Vincenzo Galdi enrolled in the Institute of Fine Arts in Naples. During his studies he was especially impressed with optics and photographic technique, even building a wooden camera with a telescopic lens by himself. As a student he worked at the studio of Giorgio Sommer on Via Monte di Dio. He started to study with German photographer Guglielmo Plüschow, who had a studio in Naples in 1886 or 1887. As he was strikingly good-looking, Galdi also modeled for Plüschow at that time. Starting from 1887 and until 1890, the young Galdi also worked in theater as a set designer, instrumentalist and actor with Eduardo Scarpetta's company and then with Alberto Cozzella and Vincenzo Esposito. But the economic default of the former Kingdom of the Two Sicilies and the decline of Naples' art scene led Galdi to leave his homeland and move to Rome with Guglielmo Plüschow.

== Rome ==
When he arrived in Rome in 1890, Galdi bought a penthouse with a terrace on Via Sardegna 55 in the new Ludovisi district, still suburban at that time, where he was going to live with his older sister Eutilia. He opened a studio on Via Campania 45—not far from his apartment—specializing in feminine and masculine nude art, soon becoming the most well-known author of the time in that genre after von Gloeden and Plüschow. He also produced portraits, and some of his photographs were sold as postcards. The Via Campania studio also worked as an experimental art gallery.

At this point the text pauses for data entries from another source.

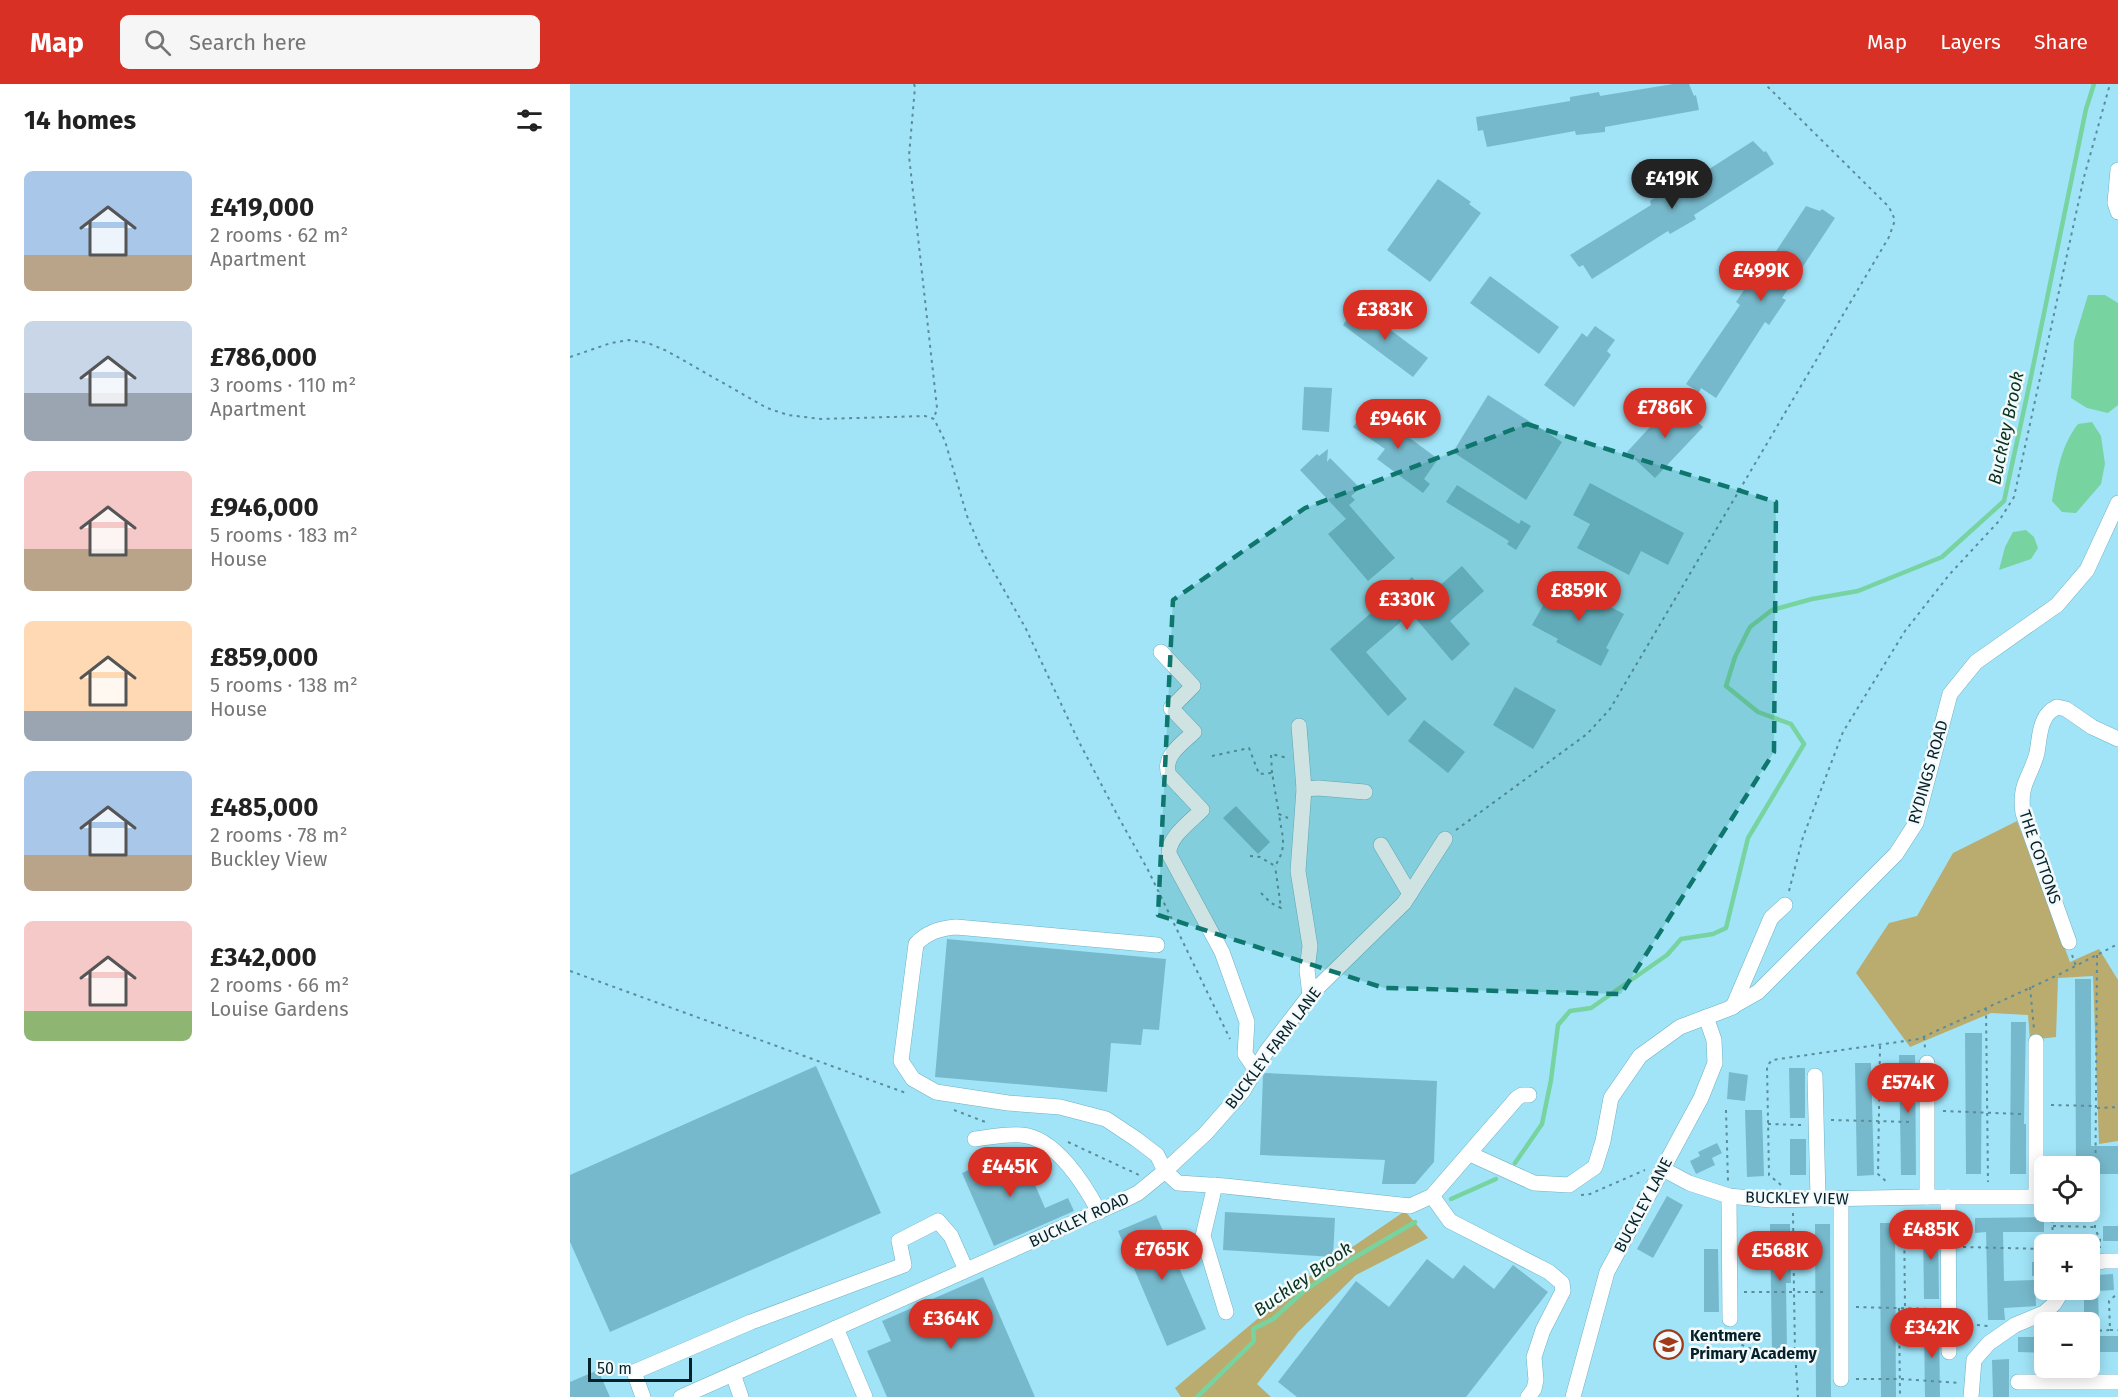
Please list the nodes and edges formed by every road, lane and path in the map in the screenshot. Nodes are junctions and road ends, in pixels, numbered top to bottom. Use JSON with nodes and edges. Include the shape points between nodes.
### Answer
{"nodes":[{"id":1,"x":914,"y":84,"type":"edge"},
{"id":2,"x":1765,"y":84,"type":"edge"},
{"id":3,"x":2110,"y":84,"type":"edge"},
{"id":4,"x":2118,"y":170,"type":"edge"},
{"id":5,"x":2118,"y":212,"type":"edge"},
{"id":6,"x":570,"y":357,"type":"edge"},
{"id":7,"x":934,"y":419,"type":"junction"},
{"id":8,"x":2118,"y":503,"type":"edge"},
{"id":9,"x":1161,"y":652,"type":"dead end"},
{"id":10,"x":1299,"y":726,"type":"dead end"},
{"id":11,"x":2118,"y":739,"type":"edge"},
{"id":12,"x":1212,"y":756,"type":"dead end"},
{"id":13,"x":1303,"y":762,"type":"junction"},
{"id":14,"x":1272,"y":773,"type":"junction"},
{"id":15,"x":1304,"y":789,"type":"junction"},
{"id":16,"x":1365,"y":792,"type":"dead end"},
{"id":17,"x":1279,"y":814,"type":"junction"},
{"id":18,"x":1302,"y":821,"type":"junction"},
{"id":19,"x":1445,"y":839,"type":"joint"},
{"id":20,"x":1381,"y":845,"type":"dead end"},
{"id":21,"x":1250,"y":856,"type":"dead end"},
{"id":22,"x":1275,"y":866,"type":"junction"},
{"id":23,"x":1261,"y":893,"type":"dead end"},
{"id":24,"x":1410,"y":894,"type":"junction"},
{"id":25,"x":1785,"y":905,"type":"joint"},
{"id":26,"x":2069,"y":942,"type":"dead end"},
{"id":27,"x":2118,"y":944,"type":"edge"},
{"id":28,"x":1157,"y":945,"type":"dead end"},
{"id":29,"x":2097,"y":955,"type":"junction"},
{"id":30,"x":570,"y":972,"type":"edge"},
{"id":31,"x":2030,"y":987,"type":"junction"},
{"id":32,"x":1310,"y":994,"type":"junction"},
{"id":33,"x":1733,"y":1006,"type":"junction"},
{"id":34,"x":1986,"y":1008,"type":"junction"},
{"id":35,"x":1706,"y":1017,"type":"junction"},
{"id":36,"x":2036,"y":1042,"type":"joint"},
{"id":37,"x":1880,"y":1044,"type":"junction"},
{"id":38,"x":1245,"y":1054,"type":"junction"},
{"id":39,"x":1927,"y":1063,"type":"dead end"},
{"id":40,"x":1256,"y":1070,"type":"junction"},
{"id":41,"x":1815,"y":1076,"type":"dead end"},
{"id":42,"x":908,"y":1094,"type":"dead end"},
{"id":43,"x":1529,"y":1095,"type":"dead end"},
{"id":44,"x":2096,"y":1107,"type":"junction"},
{"id":45,"x":2118,"y":1107,"type":"edge"},
{"id":46,"x":2036,"y":1109,"type":"junction"},
{"id":47,"x":952,"y":1110,"type":"dead end"},
{"id":48,"x":1726,"y":1110,"type":"dead end"},
{"id":49,"x":1927,"y":1116,"type":"junction"},
{"id":50,"x":1816,"y":1122,"type":"junction"},
{"id":51,"x":1768,"y":1124,"type":"junction"},
{"id":52,"x":997,"y":1126,"type":"dead end"},
{"id":53,"x":975,"y":1139,"type":"dead end"},
{"id":54,"x":1067,"y":1142,"type":"dead end"},
{"id":55,"x":1470,"y":1154,"type":"junction"},
{"id":56,"x":2038,"y":1156,"type":"edge"},
{"id":57,"x":1663,"y":1168,"type":"junction"},
{"id":58,"x":1165,"y":1171,"type":"junction"},
{"id":59,"x":1151,"y":1181,"type":"junction"},
{"id":60,"x":1558,"y":1184,"type":"junction"},
{"id":61,"x":1215,"y":1185,"type":"junction"},
{"id":62,"x":1432,"y":1196,"type":"junction"},
{"id":63,"x":1729,"y":1196,"type":"junction"},
{"id":64,"x":1927,"y":1197,"type":"junction"},
{"id":65,"x":1948,"y":1197,"type":"junction"},
{"id":66,"x":1988,"y":1197,"type":"junction"},
{"id":67,"x":2034,"y":1197,"type":"edge"},
{"id":68,"x":1818,"y":1198,"type":"junction"},
{"id":69,"x":1903,"y":1198,"type":"junction"},
{"id":70,"x":1793,"y":1199,"type":"junction"},
{"id":71,"x":1841,"y":1200,"type":"junction"},
{"id":72,"x":1098,"y":1212,"type":"junction"},
{"id":73,"x":2053,"y":1222,"type":"edge"},
{"id":74,"x":2053,"y":1226,"type":"junction"},
{"id":75,"x":2095,"y":1227,"type":"junction"},
{"id":76,"x":2053,"y":1234,"type":"edge"},
{"id":77,"x":2098,"y":1234,"type":"edge"},
{"id":78,"x":1948,"y":1247,"type":"junction"},
{"id":79,"x":2034,"y":1249,"type":"edge"},
{"id":80,"x":2118,"y":1261,"type":"edge"},
{"id":81,"x":2100,"y":1262,"type":"edge"},
{"id":82,"x":966,"y":1270,"type":"junction"},
{"id":83,"x":1730,"y":1291,"type":"junction"},
{"id":84,"x":1841,"y":1291,"type":"junction"},
{"id":85,"x":1794,"y":1292,"type":"junction"},
{"id":86,"x":2118,"y":1293,"type":"edge"},
{"id":87,"x":2057,"y":1300,"type":"edge"},
{"id":88,"x":1841,"y":1307,"type":"junction"},
{"id":89,"x":1899,"y":1308,"type":"junction"},
{"id":90,"x":1905,"y":1308,"type":"junction"},
{"id":91,"x":1226,"y":1312,"type":"dead end"},
{"id":92,"x":1949,"y":1316,"type":"junction"},
{"id":93,"x":1730,"y":1319,"type":"joint"},
{"id":94,"x":2013,"y":1327,"type":"junction"},
{"id":95,"x":836,"y":1328,"type":"junction"},
{"id":96,"x":2100,"y":1330,"type":"edge"},
{"id":97,"x":2109,"y":1330,"type":"junction"},
{"id":98,"x":2118,"y":1330,"type":"edge"},
{"id":99,"x":1795,"y":1352,"type":"junction"},
{"id":100,"x":1949,"y":1352,"type":"dead end"},
{"id":101,"x":733,"y":1374,"type":"junction"},
{"id":102,"x":2092,"y":1378,"type":"edge"},
{"id":103,"x":1841,"y":1379,"type":"joint"},
{"id":104,"x":1900,"y":1379,"type":"junction"},
{"id":105,"x":2018,"y":1382,"type":"dead end"},
{"id":106,"x":2092,"y":1382,"type":"junction"},
{"id":107,"x":2118,"y":1382,"type":"edge"},
{"id":108,"x":1971,"y":1390,"type":"edge"},
{"id":109,"x":642,"y":1397,"type":"edge"},
{"id":110,"x":681,"y":1397,"type":"edge"},
{"id":111,"x":741,"y":1397,"type":"edge"},
{"id":112,"x":865,"y":1397,"type":"edge"},
{"id":113,"x":1528,"y":1397,"type":"edge"},
{"id":114,"x":1573,"y":1397,"type":"edge"},
{"id":115,"x":1798,"y":1397,"type":"edge"},
{"id":116,"x":1900,"y":1397,"type":"edge"}],
"edges":[{"from":1,"to":7,"type":"path","via":[[909,156],[937,408]]},
{"from":2,"to":19,"type":"path","via":[[1889,207],[1895,220],[1889,237],[1610,709],[1587,734]]},
{"from":3,"to":25,"type":"path","via":[[2084,177],[2014,497],[1905,631],[1844,732],[1803,837]]},
{"from":4,"to":5,"type":"street"},
{"from":6,"to":7,"type":"path","via":[[611,343],[648,343],[767,408],[788,415],[822,419]]},
{"from":7,"to":38,"type":"path","via":[[981,549],[1026,629],[1231,1041]]},
{"from":8,"to":33,"type":"street","name":"RYDINGS ROAD","via":[[2087,570],[2057,605],[1976,662],[1950,694],[1916,823],[1896,854],[1758,992]]},
{"from":9,"to":38,"type":"street","via":[[1193,686],[1171,708],[1194,732],[1168,757],[1166,768],[1202,810],[1174,839],[1169,854],[1222,952],[1247,1023]]},
{"from":10,"to":13,"type":"street"},
{"from":11,"to":26,"type":"street","name":"THE COTTONS","via":[[2066,709],[2057,707],[2049,711],[2023,787],[2023,813]]},
{"from":12,"to":14,"type":"path","via":[[1249,748],[1259,774]]},
{"from":13,"to":14,"type":"path","via":[[1271,754]]},
{"from":13,"to":15,"type":"street"},
{"from":14,"to":17,"type":"path"},
{"from":15,"to":16,"type":"street"},
{"from":15,"to":18,"type":"street"},
{"from":17,"to":18,"type":"path"},
{"from":17,"to":22,"type":"path","via":[[1283,842]]},
{"from":18,"to":32,"type":"street","via":[[1298,871],[1310,946]]},
{"from":19,"to":24,"type":"street","name":"BUCKLEY FARM LANE"},
{"from":20,"to":24,"type":"street"},
{"from":21,"to":22,"type":"path"},
{"from":22,"to":23,"type":"path","via":[[1281,908]]},
{"from":24,"to":32,"type":"street","name":"BUCKLEY FARM LANE"},
{"from":25,"to":33,"type":"street","via":[[1771,918]]},
{"from":27,"to":29,"type":"path"},
{"from":28,"to":58,"type":"street","via":[[956,927],[923,936],[915,944],[902,1061],[913,1079],[936,1092],[1060,1107],[1106,1119],[1157,1155]]},
{"from":29,"to":31,"type":"path"},
{"from":29,"to":44,"type":"path"},
{"from":30,"to":42,"type":"path"},
{"from":31,"to":34,"type":"path"},
{"from":31,"to":36,"type":"path"},
{"from":32,"to":40,"type":"street","name":"BUCKLEY FARM LANE"},
{"from":33,"to":35,"type":"street","name":"RYDINGS ROAD"},
{"from":34,"to":37,"type":"path","via":[[1919,1039]]},
{"from":34,"to":66,"type":"path"},
{"from":35,"to":57,"type":"street","name":"BUCKLEY LANE","via":[[1715,1063]]},
{"from":35,"to":60,"type":"street","name":"RYDINGS ROAD","via":[[1680,1027],[1640,1056],[1611,1098],[1595,1167],[1569,1185]]},
{"from":36,"to":46,"type":"street"},
{"from":37,"to":51,"type":"path","via":[[1772,1060],[1767,1066]]},
{"from":37,"to":69,"type":"path","via":[[1878,1174]]},
{"from":38,"to":40,"type":"street"},
{"from":39,"to":49,"type":"street"},
{"from":40,"to":58,"type":"street","name":"BUCKLEY FARM LANE","via":[[1213,1125]]},
{"from":41,"to":50,"type":"street"},
{"from":43,"to":55,"type":"street","via":[[1517,1098]]},
{"from":44,"to":45,"type":"path"},
{"from":44,"to":46,"type":"path"},
{"from":44,"to":75,"type":"path"},
{"from":46,"to":49,"type":"path"},
{"from":46,"to":56,"type":"street"},
{"from":47,"to":52,"type":"path"},
{"from":48,"to":63,"type":"path"},
{"from":49,"to":50,"type":"path"},
{"from":49,"to":64,"type":"street"},
{"from":50,"to":51,"type":"path"},
{"from":50,"to":68,"type":"street"},
{"from":51,"to":70,"type":"path","via":[[1769,1175]]},
{"from":53,"to":72,"type":"street","via":[[1024,1135],[1042,1142],[1062,1158]]},
{"from":54,"to":59,"type":"path"},
{"from":55,"to":60,"type":"street","via":[[1534,1183]]},
{"from":55,"to":62,"type":"street"},
{"from":57,"to":60,"type":"path","via":[[1648,1169],[1590,1194],[1563,1196]]},
{"from":57,"to":63,"type":"street","name":"BUCKLEY VIEW","via":[[1689,1183]]},
{"from":57,"to":114,"type":"street","name":"BUCKLEY LANE","via":[[1607,1272]]},
{"from":58,"to":59,"type":"street","name":"BUCKLEY ROAD"},
{"from":58,"to":61,"type":"street","via":[[1178,1183]]},
{"from":59,"to":72,"type":"street","name":"BUCKLEY ROAD"},
{"from":61,"to":62,"type":"street","via":[[1410,1206]]},
{"from":61,"to":91,"type":"street","via":[[1203,1236]]},
{"from":62,"to":113,"type":"street","via":[[1450,1221],[1549,1272],[1562,1283],[1563,1291],[1534,1357],[1536,1380]]},
{"from":63,"to":70,"type":"street","name":"BUCKLEY VIEW"},
{"from":63,"to":83,"type":"street"},
{"from":64,"to":65,"type":"street","name":"BUCKLEY VIEW"},
{"from":64,"to":69,"type":"street","name":"BUCKLEY VIEW"},
{"from":65,"to":66,"type":"street","name":"BUCKLEY VIEW"},
{"from":65,"to":78,"type":"street"},
{"from":66,"to":67,"type":"street","name":"BUCKLEY VIEW"},
{"from":68,"to":70,"type":"street","name":"BUCKLEY VIEW"},
{"from":68,"to":71,"type":"street","name":"BUCKLEY VIEW"},
{"from":69,"to":71,"type":"street","name":"BUCKLEY VIEW"},
{"from":69,"to":90,"type":"path"},
{"from":70,"to":85,"type":"path"},
{"from":71,"to":84,"type":"street"},
{"from":72,"to":82,"type":"street","name":"BUCKLEY ROAD"},
{"from":73,"to":74,"type":"path"},
{"from":74,"to":75,"type":"path"},
{"from":74,"to":76,"type":"path"},
{"from":75,"to":77,"type":"path"},
{"from":78,"to":79,"type":"path"},
{"from":78,"to":92,"type":"street"},
{"from":80,"to":81,"type":"street"},
{"from":82,"to":95,"type":"street","name":"BUCKLEY ROAD"},
{"from":82,"to":109,"type":"street","via":[[951,1236],[938,1221],[900,1241],[904,1265],[751,1322],[634,1372]]},
{"from":83,"to":85,"type":"path"},
{"from":83,"to":93,"type":"street"},
{"from":84,"to":85,"type":"path"},
{"from":84,"to":88,"type":"street"},
{"from":85,"to":99,"type":"path"},
{"from":86,"to":97,"type":"path","via":[[2109,1301]]},
{"from":87,"to":94,"type":"street","via":[[2044,1313]]},
{"from":88,"to":89,"type":"path"},
{"from":88,"to":103,"type":"street"},
{"from":89,"to":90,"type":"path"},
{"from":89,"to":104,"type":"path"},
{"from":90,"to":92,"type":"path"},
{"from":92,"to":94,"type":"path"},
{"from":92,"to":100,"type":"street"},
{"from":93,"to":99,"type":"path","via":[[1735,1341],[1749,1349]]},
{"from":94,"to":108,"type":"street","via":[[1989,1343],[1974,1360]]},
{"from":95,"to":101,"type":"street","name":"BUCKLEY ROAD"},
{"from":95,"to":112,"type":"street"},
{"from":96,"to":97,"type":"path"},
{"from":97,"to":98,"type":"path"},
{"from":99,"to":115,"type":"path"},
{"from":101,"to":110,"type":"street","name":"BUCKLEY ROAD"},
{"from":101,"to":111,"type":"street"},
{"from":102,"to":106,"type":"path"},
{"from":103,"to":104,"type":"path"},
{"from":104,"to":108,"type":"path"},
{"from":104,"to":116,"type":"path"},
{"from":105,"to":106,"type":"street"},
{"from":106,"to":107,"type":"street"}]}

When Plüschow decided to move to Rome around 1895 himself, he took residence in the same street as Galdi (at number 34). The two continued their collaboration, started in Naples. This fact is documented by a letter by Theodore F. Dwight, director of the Boston Public Library, sent in January 1896, in which he described his visit to the studio of the photographer:
"Plüschow was not present in person, but his assistant was and I was given every pleasure to see his collection, apparently without you expecting me to buy it. While we were talking, the beautiful Italian, with black hair and mustache, a rather vigorous build and wide shoulders, over the age of 24, who seemed anxious to be noted and acted as a master of the place? I asked and learned that it was Vincenzo Galdi, the model of many of our photos. [...]"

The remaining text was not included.